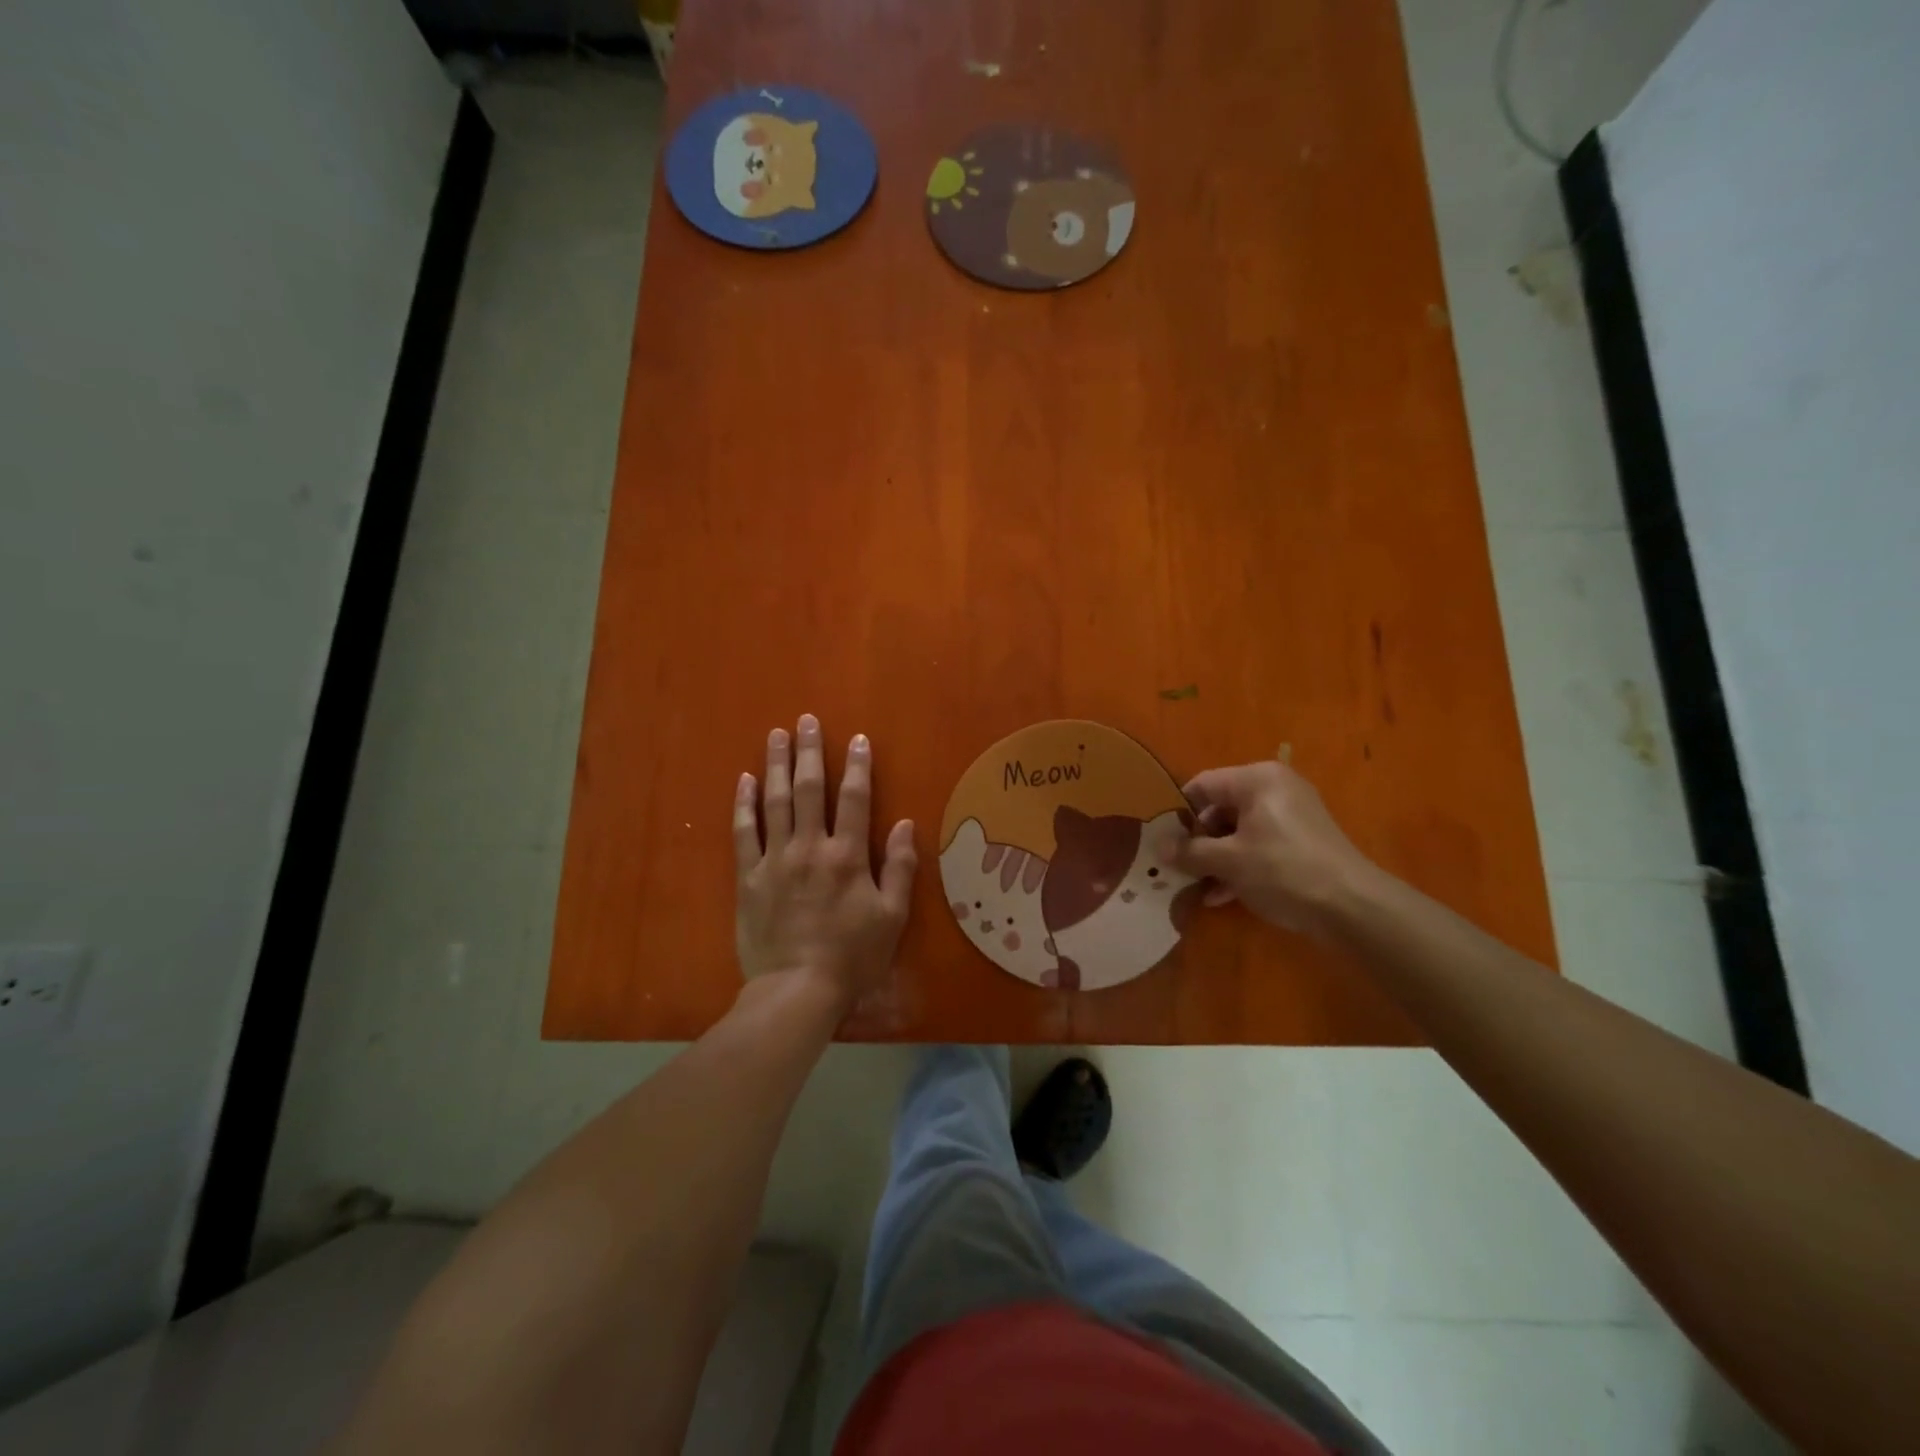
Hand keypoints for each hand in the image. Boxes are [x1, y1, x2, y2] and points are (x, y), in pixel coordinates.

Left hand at [733, 714, 916, 1010]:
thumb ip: (901, 868)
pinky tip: (745, 780)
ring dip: (777, 766)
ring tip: (776, 736)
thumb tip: (906, 824)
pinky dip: (744, 804)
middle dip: (810, 752)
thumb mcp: (892, 917)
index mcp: (848, 856)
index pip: (855, 799)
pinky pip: (744, 833)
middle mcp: (810, 847)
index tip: (857, 739)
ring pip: (776, 802)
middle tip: (805, 721)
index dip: (858, 766)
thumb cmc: (852, 956)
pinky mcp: (749, 878)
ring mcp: (775, 860)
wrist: (796, 990)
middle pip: (810, 790)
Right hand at [1166, 753, 1377, 937]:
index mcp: (1256, 779)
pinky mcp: (1301, 842)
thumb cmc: (1282, 870)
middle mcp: (1274, 788)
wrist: (1352, 907)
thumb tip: (1158, 848)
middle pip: (1219, 808)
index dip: (1177, 812)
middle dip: (1197, 841)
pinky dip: (1239, 866)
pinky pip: (1258, 845)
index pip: (1201, 785)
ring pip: (1238, 831)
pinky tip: (1220, 896)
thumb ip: (1189, 852)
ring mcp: (1291, 816)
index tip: (1160, 840)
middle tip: (1176, 867)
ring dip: (1215, 858)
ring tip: (1195, 887)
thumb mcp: (1227, 861)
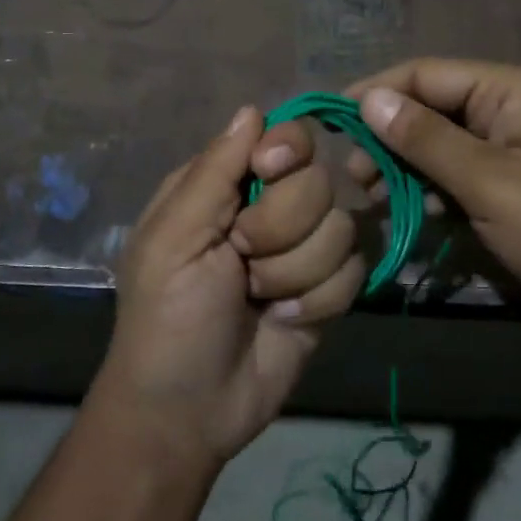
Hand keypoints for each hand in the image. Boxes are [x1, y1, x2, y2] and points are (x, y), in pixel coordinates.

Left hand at [96, 106, 365, 464]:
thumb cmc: (166, 317)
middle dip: (281, 228)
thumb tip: (252, 109)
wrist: (190, 410)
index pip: (285, 137)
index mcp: (227, 185)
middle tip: (242, 261)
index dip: (287, 151)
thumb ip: (214, 171)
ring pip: (342, 228)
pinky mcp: (329, 289)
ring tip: (259, 299)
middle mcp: (271, 208)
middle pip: (319, 181)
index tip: (267, 174)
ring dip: (296, 272)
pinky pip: (355, 271)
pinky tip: (284, 320)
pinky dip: (318, 300)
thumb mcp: (173, 238)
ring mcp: (304, 250)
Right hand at [347, 60, 520, 363]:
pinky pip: (451, 178)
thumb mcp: (491, 183)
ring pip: (435, 146)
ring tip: (372, 197)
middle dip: (387, 136)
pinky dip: (425, 191)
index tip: (332, 125)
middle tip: (354, 176)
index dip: (376, 93)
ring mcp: (505, 153)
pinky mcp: (503, 190)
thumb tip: (368, 99)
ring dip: (402, 167)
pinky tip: (406, 213)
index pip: (426, 74)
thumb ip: (427, 140)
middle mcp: (505, 111)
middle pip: (428, 108)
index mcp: (510, 92)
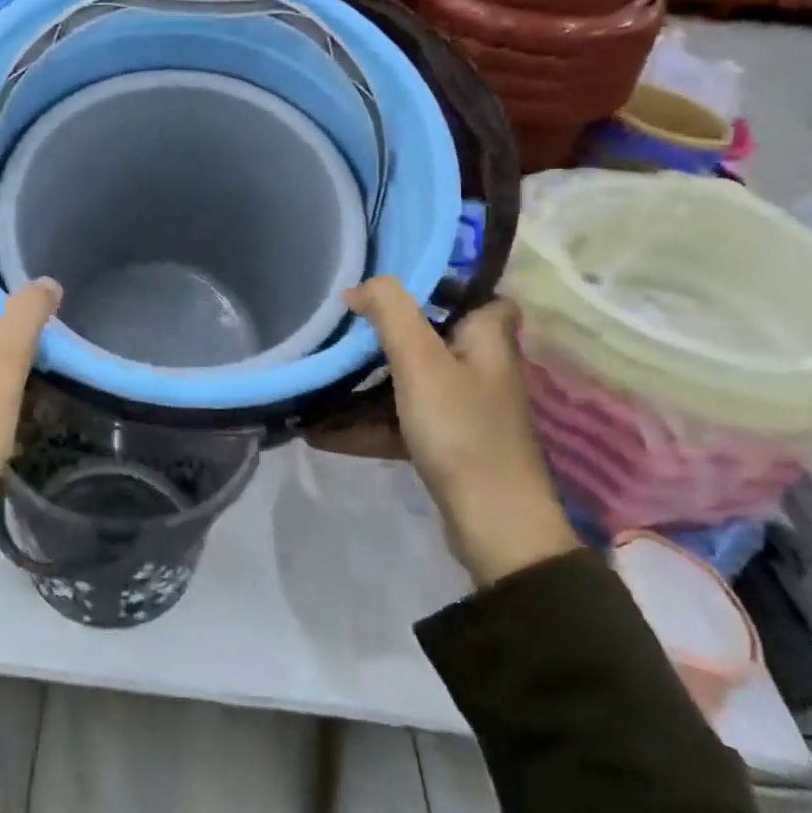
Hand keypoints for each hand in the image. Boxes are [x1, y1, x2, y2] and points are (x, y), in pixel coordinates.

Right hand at [345, 280, 578, 587]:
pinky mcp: (448, 445)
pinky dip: (367, 425)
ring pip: (409, 384)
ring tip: (316, 384)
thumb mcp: (420, 362)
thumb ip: (392, 312)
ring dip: (364, 387)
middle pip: (430, 338)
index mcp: (486, 339)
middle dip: (384, 336)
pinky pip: (401, 422)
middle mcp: (479, 369)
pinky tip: (320, 433)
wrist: (496, 527)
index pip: (480, 296)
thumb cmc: (461, 429)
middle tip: (341, 329)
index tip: (396, 288)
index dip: (445, 286)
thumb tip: (361, 286)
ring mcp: (464, 410)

◆ Task details
Your answer must be an exact copy of every entry, with the pictures left out.

◆ Task response
Hand keypoints for each hand in the image. Boxes are [x1, y1, x2, y2] and points are (x, y), in pixel coordinates.

Left hand at [733, 714, 916, 1010]:
thumb ip: (901, 868)
pinky tip: (745, 780)
ring dip: (777, 766)
ring tip: (776, 736)
thumb tip: (906, 824)
pinky dip: (744, 804)
middle dip: (810, 752)
thumb mcp: (892, 917)
index mcp: (848, 856)
index pip: (855, 799)
pinky pip: (744, 833)
middle mcp: (810, 847)
index tip: (857, 739)
ring pip: (776, 802)
middle tip: (805, 721)
index dip: (858, 766)
thumb cmc: (852, 956)
pinky mcp: (749, 878)
ring mcp: (775, 860)
wrist: (796, 990)
middle pip: (810, 790)
Right hand at [1166, 753, 1377, 937]:
index mcp: (1256, 779)
pinky mcp: (1301, 842)
thumb cmc: (1282, 870)
middle mcp: (1274, 788)
wrist: (1352, 907)
thumb tip: (1158, 848)
middle pip: (1219, 808)
index dip: (1177, 812)
middle dip: (1197, 841)
pinky dip: (1239, 866)
pinky pip: (1258, 845)
index pip: (1201, 785)
ring pip: (1238, 831)
pinky tip: (1220, 896)
thumb ip: (1189, 852)
ring mcp: (1291, 816)
index tip: (1160, 840)
middle tip: (1176, 867)
ring dip: (1215, 858)
ring tip: (1195, 887)
thumb mcp: (1227, 861)
Hand keypoints for each hand in the image. Boxes are [x1, y1, x2, y2] and points are (x, y), in pixel coordinates.

Left hand at [96, 106, 365, 464]:
thumb cmc: (166, 317)
middle dip: (281, 228)
thumb tip: (252, 109)
wrist: (190, 410)
index pip: (285, 137)
index mcp: (227, 185)
middle tip: (242, 261)
index dip: (287, 151)
thumb ip: (214, 171)
ring pip: (342, 228)
pinky mcp: (329, 289)
ring tip: (259, 299)
middle mcp: (271, 208)
middle pip: (319, 181)
index tip: (267, 174)
ring dip: (296, 272)
pinky pip: (355, 271)
pinky tip: (284, 320)
pinky dip: (318, 300)
thumb mcp: (173, 238)
ring mcp: (304, 250)
Right hand at [347, 60, 520, 363]:
pinky pip: (451, 178)
thumb mcp: (491, 183)
ring pip: (435, 146)
ring tip: (372, 197)
middle dip: (387, 136)
pinky dip: (425, 191)
index tip: (332, 125)
middle tip: (354, 176)
index dip: (376, 93)
ring mcp: (505, 153)
pinky mcp: (503, 190)
thumb tip: (368, 99)
ring dip: (402, 167)
pinky tip: (406, 213)
index pip: (426, 74)
thumb ip: (427, 140)
middle mcp: (505, 111)
middle pip: (428, 108)
index mcp: (510, 92)
Hand keypoints for each hand in the image. Boxes are [x1, y1, x2, y2] and points are (x, y), in pixel coordinates.

Right hand at [345, 280, 578, 587]:
pinky mcp: (448, 445)
pinky dip: (367, 425)
ring pip: (409, 384)
ring tip: (316, 384)
thumb mcp: (420, 362)
thumb ip: (392, 312)
ring dip: (364, 387)
middle pip: (430, 338)
index mcp: (486, 339)
middle dip: (384, 336)
pinky pip: (401, 422)
middle mcp: (479, 369)
pinky tip: (320, 433)
wrist: (496, 527)
index pip: (480, 296)
thumb cmc: (461, 429)
middle tip: (341, 329)
index tip: (396, 288)
index dip: (445, 286)
thumb tip: (361, 286)
ring mcp: (464, 410)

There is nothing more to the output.